Stored items
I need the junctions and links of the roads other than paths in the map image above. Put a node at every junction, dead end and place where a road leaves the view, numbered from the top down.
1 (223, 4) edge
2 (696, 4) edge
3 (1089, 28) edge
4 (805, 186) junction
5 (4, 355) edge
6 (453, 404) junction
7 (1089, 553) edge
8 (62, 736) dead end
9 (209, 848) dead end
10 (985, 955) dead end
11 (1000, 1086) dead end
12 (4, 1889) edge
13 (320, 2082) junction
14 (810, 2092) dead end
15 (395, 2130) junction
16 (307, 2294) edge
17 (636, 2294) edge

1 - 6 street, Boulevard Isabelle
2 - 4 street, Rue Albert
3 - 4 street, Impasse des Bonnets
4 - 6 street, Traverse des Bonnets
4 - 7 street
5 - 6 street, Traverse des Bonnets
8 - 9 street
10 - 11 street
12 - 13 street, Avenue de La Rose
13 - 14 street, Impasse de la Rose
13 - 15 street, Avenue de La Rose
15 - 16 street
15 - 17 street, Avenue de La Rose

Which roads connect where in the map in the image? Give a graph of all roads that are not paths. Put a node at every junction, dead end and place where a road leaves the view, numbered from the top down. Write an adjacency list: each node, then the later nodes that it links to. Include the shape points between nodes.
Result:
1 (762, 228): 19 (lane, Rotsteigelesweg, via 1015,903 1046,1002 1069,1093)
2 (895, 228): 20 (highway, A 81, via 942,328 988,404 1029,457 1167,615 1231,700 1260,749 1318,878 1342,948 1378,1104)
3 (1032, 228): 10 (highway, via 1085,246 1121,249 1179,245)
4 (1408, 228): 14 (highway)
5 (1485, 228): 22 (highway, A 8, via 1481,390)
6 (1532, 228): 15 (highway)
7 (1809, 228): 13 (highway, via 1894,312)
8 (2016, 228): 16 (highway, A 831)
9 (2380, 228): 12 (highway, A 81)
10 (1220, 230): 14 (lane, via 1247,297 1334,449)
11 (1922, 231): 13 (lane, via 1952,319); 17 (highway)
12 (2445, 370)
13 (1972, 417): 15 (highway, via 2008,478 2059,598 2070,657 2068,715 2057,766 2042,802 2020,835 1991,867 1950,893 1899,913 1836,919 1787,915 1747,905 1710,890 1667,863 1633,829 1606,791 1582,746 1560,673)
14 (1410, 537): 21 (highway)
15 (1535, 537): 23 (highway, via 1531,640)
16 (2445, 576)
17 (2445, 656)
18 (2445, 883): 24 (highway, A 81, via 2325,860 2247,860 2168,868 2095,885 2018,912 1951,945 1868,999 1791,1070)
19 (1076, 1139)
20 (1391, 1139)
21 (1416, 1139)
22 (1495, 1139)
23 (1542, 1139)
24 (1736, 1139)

Problem details
Return each entry without altering a single word.

Answer for the task
I need the junctions and links of the roads other than paths in the map image above. Put a node at every junction, dead end and place where a road leaves the view, numbered from the top down.
1 (223, 4) edge
2 (696, 4) edge
3 (1089, 28) edge
4 (805, 186) junction
5 (4, 355) edge
6 (453, 404) junction
7 (1089, 553) edge
8 (62, 736) dead end
9 (209, 848) dead end
10 (985, 955) dead end
11 (1000, 1086) dead end
12 (4, 1889) edge
13 (320, 2082) junction
14 (810, 2092) dead end
15 (395, 2130) junction
16 (307, 2294) edge
17 (636, 2294) edge

1 - 6 street, Boulevard Isabelle
2 - 4 street, Rue Albert
3 - 4 street, Impasse des Bonnets
4 - 6 street, Traverse des Bonnets
4 - 7 street
5 - 6 street, Traverse des Bonnets
8 - 9 street
10 - 11 street
12 - 13 street, Avenue de La Rose
13 - 14 street, Impasse de la Rose
13 - 15 street, Avenue de La Rose
15 - 16 street
15 - 17 street, Avenue de La Rose

Which roads connect where in the map in the image? Give a graph of all roads that are not paths. Put a node at every junction, dead end and place where a road leaves the view, numbered from the top down. Write an adjacency list: each node, then the later nodes that it links to. Include the shape points between nodes.
Result:
1 (762, 228): 19 (lane, Rotsteigelesweg, via 1015,903 1046,1002 1069,1093)
2 (895, 228): 20 (highway, A 81, via 942,328 988,404 1029,457 1167,615 1231,700 1260,749 1318,878 1342,948 1378,1104)
3 (1032, 228): 10 (highway, via 1085,246 1121,249 1179,245)
4 (1408, 228): 14 (highway)
5 (1485, 228): 22 (highway, A 8, via 1481,390)
6 (1532, 228): 15 (highway)
7 (1809, 228): 13 (highway, via 1894,312)
8 (2016, 228): 16 (highway, A 831)
9 (2380, 228): 12 (highway, A 81)
10 (1220, 230): 14 (lane, via 1247,297 1334,449)
11 (1922, 231): 13 (lane, via 1952,319); 17 (highway)
12 (2445, 370)
13 (1972, 417): 15 (highway, via 2008,478 2059,598 2070,657 2068,715 2057,766 2042,802 2020,835 1991,867 1950,893 1899,913 1836,919 1787,915 1747,905 1710,890 1667,863 1633,829 1606,791 1582,746 1560,673)
14 (1410, 537): 21 (highway)
15 (1535, 537): 23 (highway, via 1531,640)
16 (2445, 576)
17 (2445, 656)
18 (2445, 883): 24 (highway, A 81, via 2325,860 2247,860 2168,868 2095,885 2018,912 1951,945 1868,999 1791,1070)
19 (1076, 1139)
20 (1391, 1139)
21 (1416, 1139)
22 (1495, 1139)
23 (1542, 1139)
24 (1736, 1139)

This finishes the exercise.